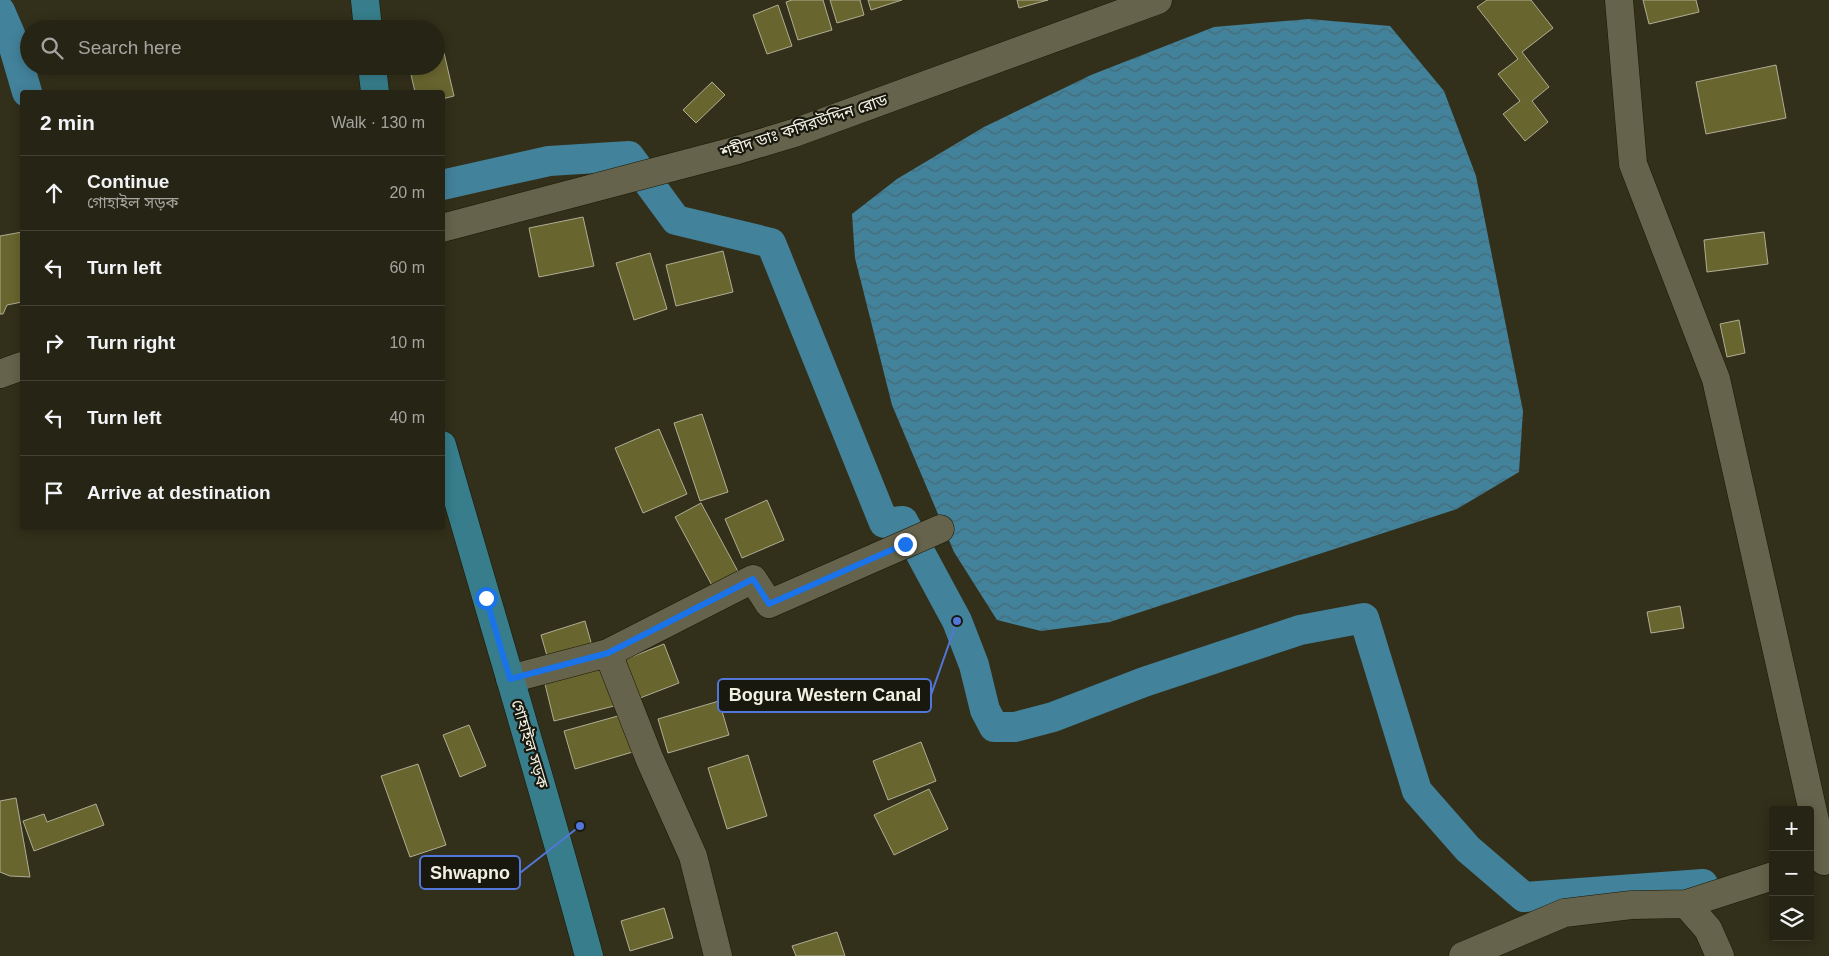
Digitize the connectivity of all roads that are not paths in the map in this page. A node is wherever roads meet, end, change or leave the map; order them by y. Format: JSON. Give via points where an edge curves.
{"nodes":[{"id":1,"x":366,"y":0,"type":"edge"},
{"id":2,"x":1158,"y":0,"type":"edge"},
{"id":3,"x":1619,"y":0,"type":"edge"},
{"id":4,"x":367,"y":20,"type":"edge"},
{"id":5,"x":373,"y":75,"type":"edge"},
{"id":6,"x":375,"y":90,"type":"edge"},
{"id":7,"x":445,"y":227,"type":"edge"},
{"id":8,"x":20,"y":367,"type":"edge"},
{"id":9,"x":0,"y":374,"type":"edge"},
{"id":10,"x":445,"y":456,"type":"edge"},
{"id":11,"x":924,"y":536,"type":"dead end"},
{"id":12,"x":608,"y":653,"type":"junction"},
{"id":13,"x":510,"y":679,"type":"junction"},
{"id":14,"x":1821,"y":862,"type":"edge"},
{"id":15,"x":1769,"y":877,"type":"edge"},
{"id":16,"x":1686,"y":904,"type":"junction"},
{"id":17,"x":589,"y":956,"type":"edge"},
{"id":18,"x":718,"y":956,"type":"edge"},
{"id":19,"x":1463,"y":956,"type":"edge"},
{"id":20,"x":1720,"y":956,"type":"edge"}],
"edges":[{"from":1,"to":4,"type":"main road"},
{"from":2,"to":7,"type":"street","name":"শহীদ ডাঃ কসিরউদ্দিন রোড","via":[[794,133]]},
{"from":3,"to":14,"type":"street","via":[[1633,164],[1716,379]]},
{"from":5,"to":6,"type":"main road"},
{"from":8,"to":9,"type":"street"},
{"from":10,"to":13,"type":"main road","name":"গোহাইল সড়ক"},
{"from":11,"to":12,"type":"street","via":[[769,604],[753,579]]},
{"from":12,"to":13,"type":"street"},
{"from":12,"to":18,"type":"street","via":[[650,760],[694,856]]},
{"from":13,"to":17,"type":"main road","name":"গোহাইল সড়ক","via":[[549,806]]},
{"from":15,"to":16,"type":"street"},
{"from":16,"to":19,"type":"street","via":[[1631,905],[1564,912]]},
{"from":16,"to":20,"type":"street","via":[[1708,930]]}]}
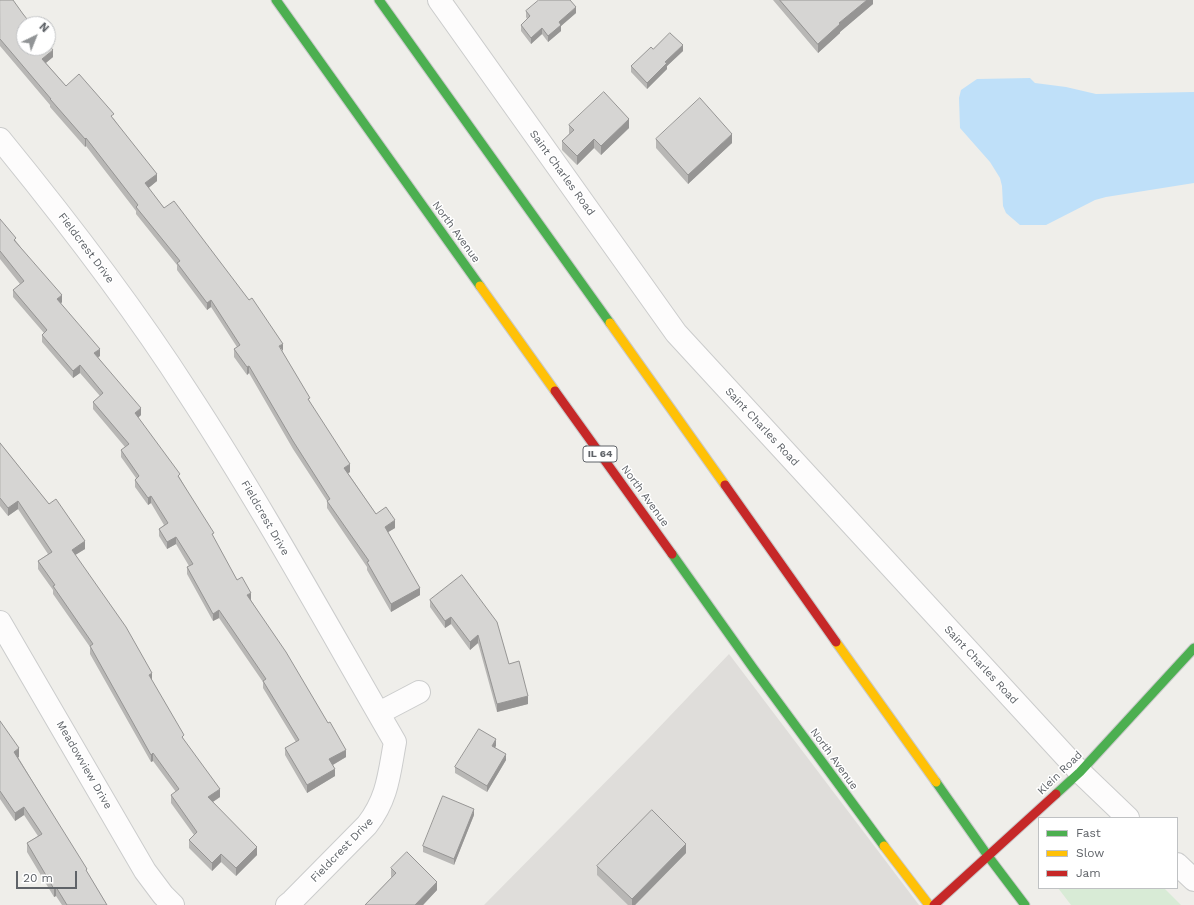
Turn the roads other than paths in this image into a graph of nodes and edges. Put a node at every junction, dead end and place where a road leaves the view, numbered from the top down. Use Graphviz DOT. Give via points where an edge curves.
graph roads {
  1 [pos="276,0"];
  2 [pos="379,0"];
  3 [pos="439,0"];
  4 [pos="0,139"];
  5 [pos="0,622"];
  6 [pos="1194,648"];
  7 [pos="419,692"];
  8 [pos="379,713"];
  9 [pos="1080,772"];
  10 [pos="1127,817"];
  11 [pos="988,856"];
  12 [pos="1178,865"];
  13 [pos="1194,880"];
  14 [pos="174,905"];
  15 [pos="286,905"];
  16 [pos="929,905"];
  17 [pos="934,905"];
  18 [pos="1025,905"];
  1 -- 16 [label="main road, North Avenue / IL 64" via="757,674"];
  2 -- 11 [label="main road"];
  3 -- 9 [label="street, Saint Charles Road" via="676,333"];
  4 -- 8 [label="street, Fieldcrest Drive" via="45,194 150,335 244,482"];
  5 -- 14 [label="street, Meadowview Drive" via="145,871"];
  6 -- 9 [label="main road, Klein Road"];
  7 -- 8 [label="street"];
  8 -- 15 [label="street, Fieldcrest Drive" via="396,742 381,804 367,825"];
  9 -- 10 [label="street, Saint Charles Road"];
  9 -- 11 [label="main road, Klein Road"];
  11 -- 17 [label="main road, Klein Road"];
  11 -- 18 [label="main road"];
  12 -- 13 [label="street"];
}
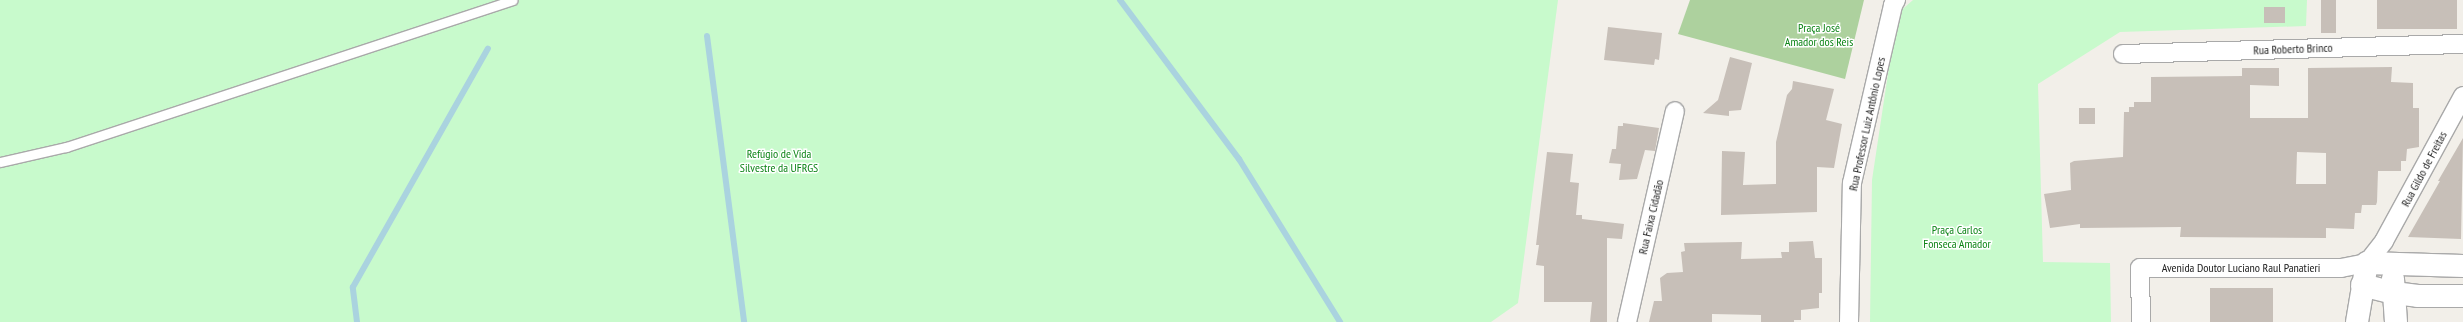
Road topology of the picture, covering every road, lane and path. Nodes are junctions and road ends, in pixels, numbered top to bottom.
1 (512, 0) edge
2 (1896, 0) edge
3 (2463, 44) edge
4 (2123, 54) dead end
5 (2463, 96) edge
6 (1675, 111) dead end
7 (0, 162) edge
8 (2384, 241) junction
9 (2367, 264) junction
10 (2392, 266) junction
11 (2463, 266) edge
12 (2342, 268) junction
13 (2362, 285) junction
14 (2394, 293) junction
15 (2463, 296) edge
16 (1627, 322) edge
17 (1849, 322) edge
18 (2141, 322) edge
19 (2357, 322) edge
20 (2396, 322) edge

1 - 7 lane
2 - 17 street, Rua Professor Luiz Antônio Lopes
3 - 4 street, Rua Roberto Brinco
5 - 8 street, Rua Gildo de Freitas
6 - 16 street, Rua Faixa Cidadão
8 - 9 street, Rua Gildo de Freitas
8 - 10 street
9 - 10 street, Avenida Doutor Luciano Raul Panatieri
9 - 12 street, Avenida Doutor Luciano Raul Panatieri
9 - 13 street
10 - 11 street, Avenida Doutor Luciano Raul Panatieri
10 - 14 street
12 - 13 street
12 - 18 street, Avenida Doutor Luciano Raul Panatieri
13 - 14 street
13 - 19 street
14 - 15 street
14 - 20 street

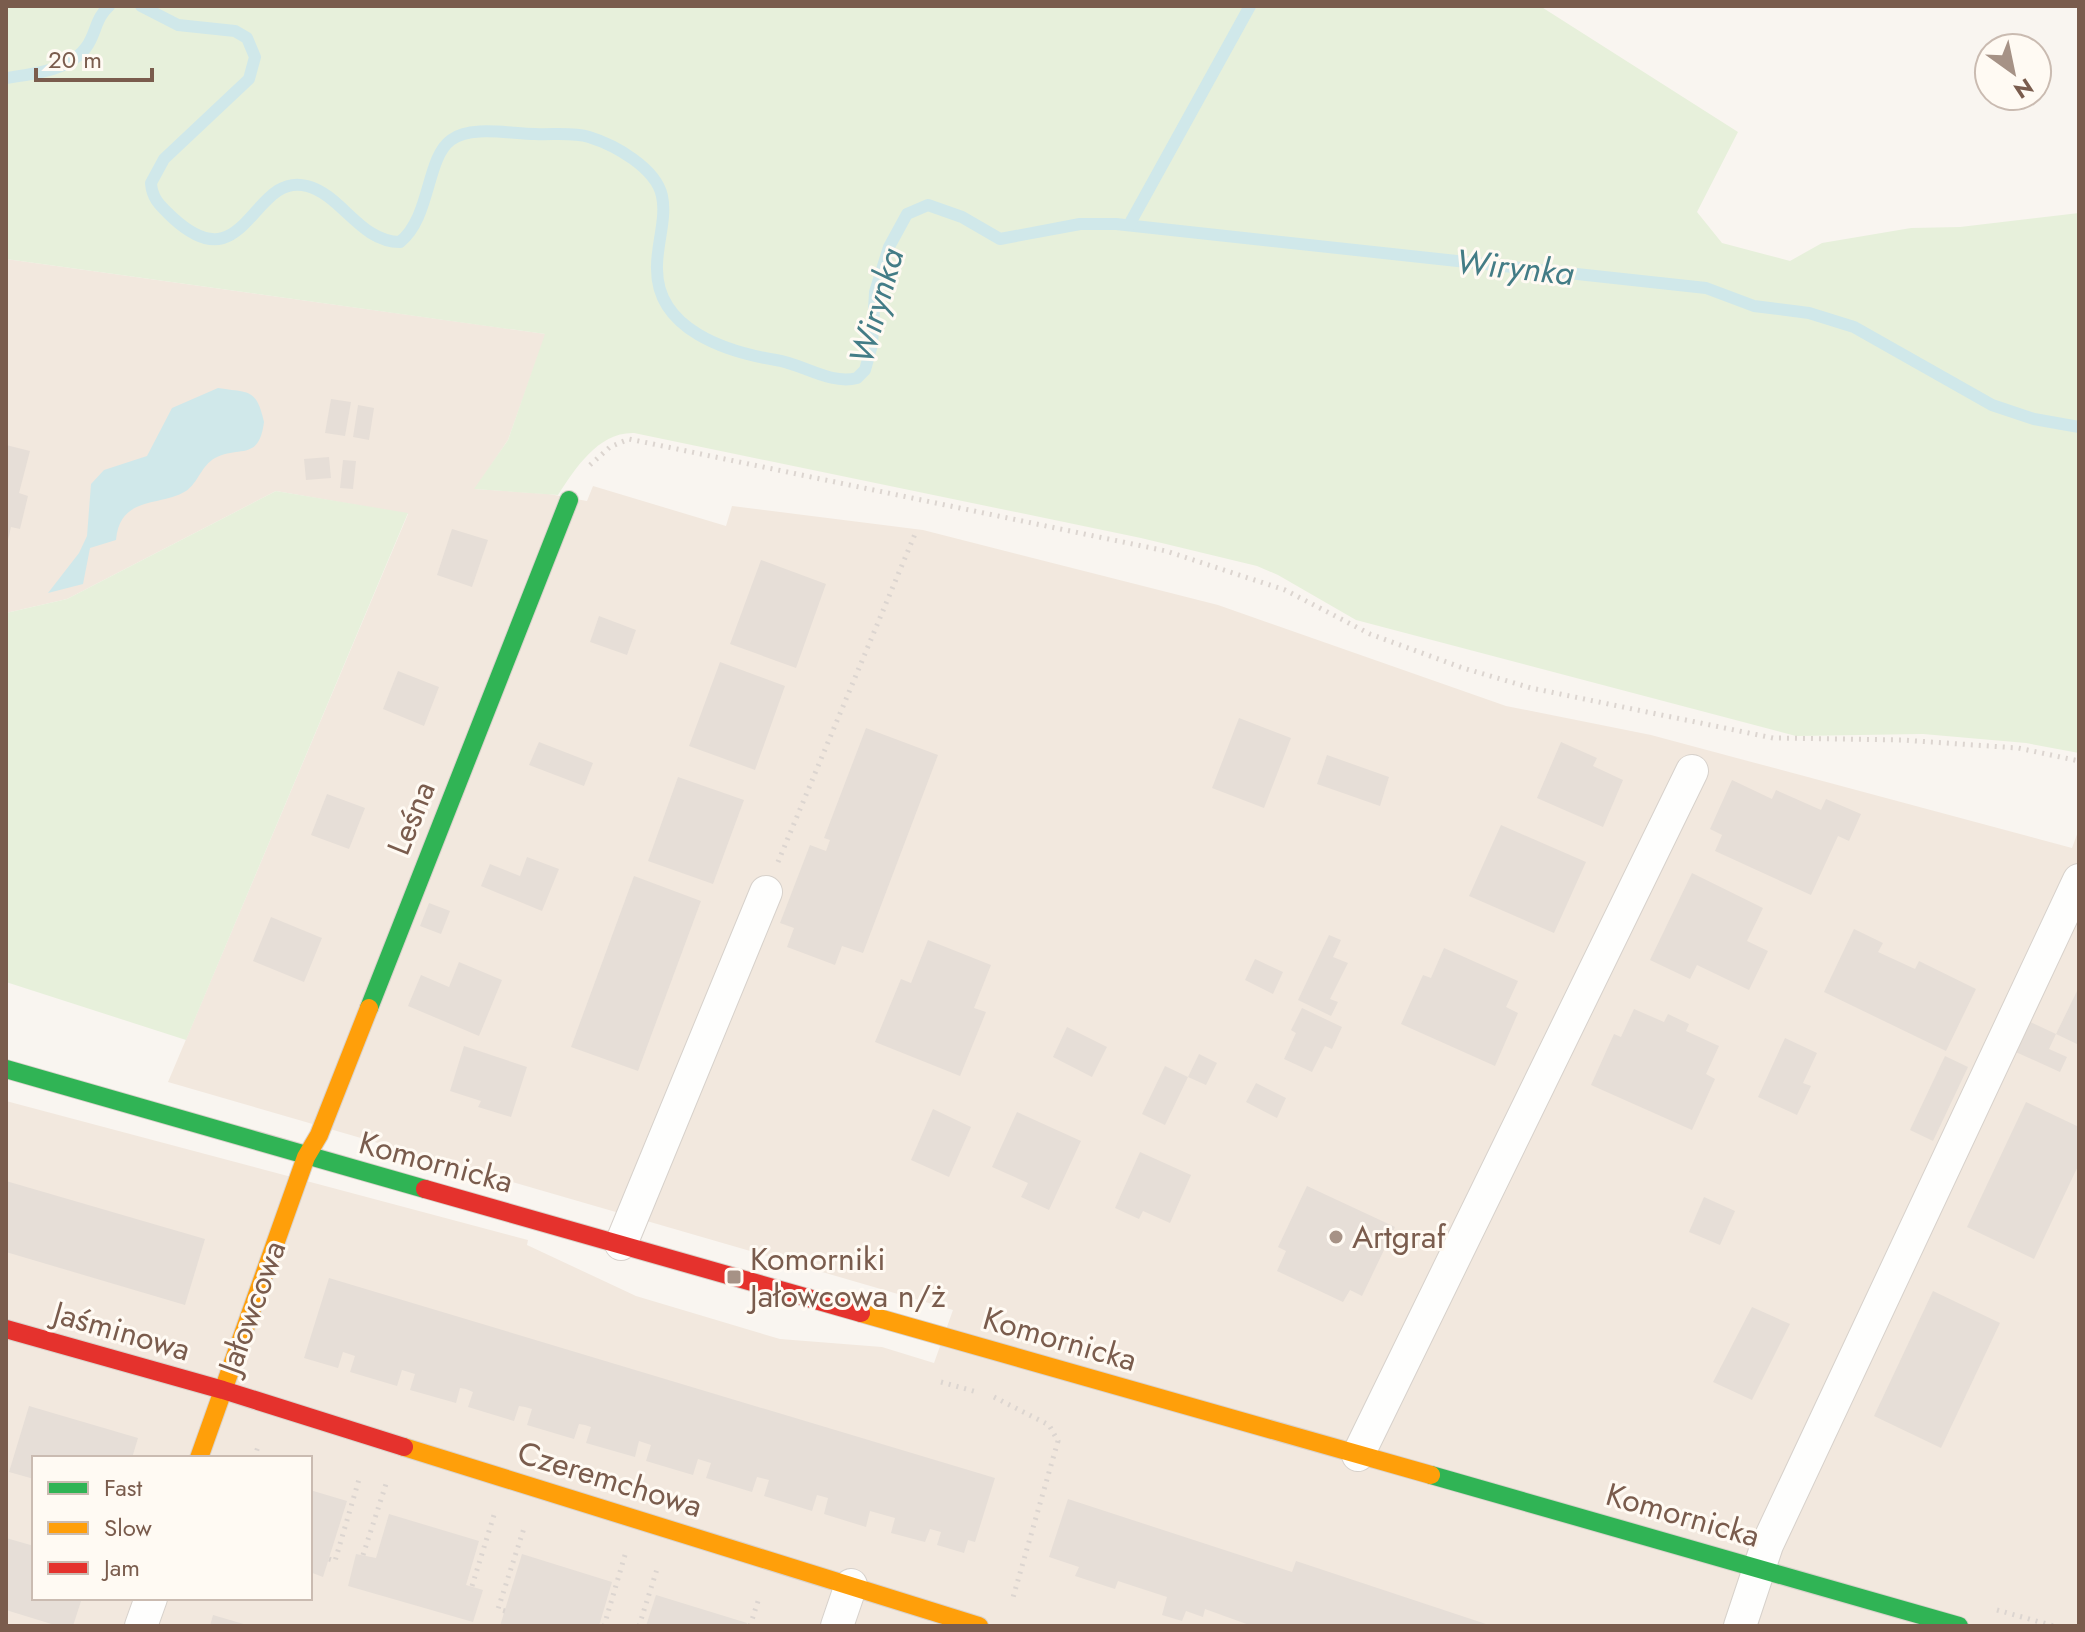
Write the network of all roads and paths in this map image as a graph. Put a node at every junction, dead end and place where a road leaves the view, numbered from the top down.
1 (569, 500) joint
2 (915, 534) dead end
3 (2079, 761) edge
4 (1692, 771) dead end
5 (2079, 880) edge
6 (766, 892) joint
7 (6, 1069) edge
8 (306, 1157) junction
9 (621, 1244) junction
10 (6, 1329) edge
11 (933, 1377) dead end
12 (223, 1390) junction
13 (1358, 1455) junction
14 (200, 1456) edge
15 (363, 1466) dead end
16 (389, 1474) dead end
17 (496, 1507) dead end
18 (527, 1517) dead end
19 (627, 1547) dead end
20 (363, 1555) dead end
21 (661, 1557) dead end
22 (329, 1559) dead end
23 (1758, 1567) junction
24 (851, 1585) junction
25 (472, 1586) dead end
26 (150, 1600) edge
27 (1010, 1609) dead end
28 (505, 1611) dead end
29 (141, 1626) edge
30 (604, 1626) edge
31 (639, 1626) edge
32 (837, 1626) edge
33 (979, 1626) edge
34 (1740, 1626) edge
35 (1959, 1626) edge

1 - 3 path
1 - 8 street, Leśna
2 - 6 path
4 - 13 street
5 - 23 street
6 - 9 street
7 - 8 street, Komornicka
8 - 9 street, Komornicka
8 - 12 street, Jałowcowa
9 - 13 street, Komornicka
10 - 12 street, Jaśminowa
11 - 27 path
12 - 14 street, Jałowcowa
12 - 24 street, Czeremchowa
13 - 23 street, Komornicka
15 - 22 path
16 - 20 path
17 - 25 path
18 - 28 path
19 - 30 path
21 - 31 path
23 - 34 street
23 - 35 street, Komornicka
24 - 32 street
24 - 33 street, Czeremchowa
26 - 29 street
================
Problem to solve: Gather every line from the entries above where the word "Saint" appears, and copy them.

Response box:
  3 -- 9 [label="street, Saint Charles Road" via="676,333"];
  9 -- 10 [label="street, Saint Charles Road"];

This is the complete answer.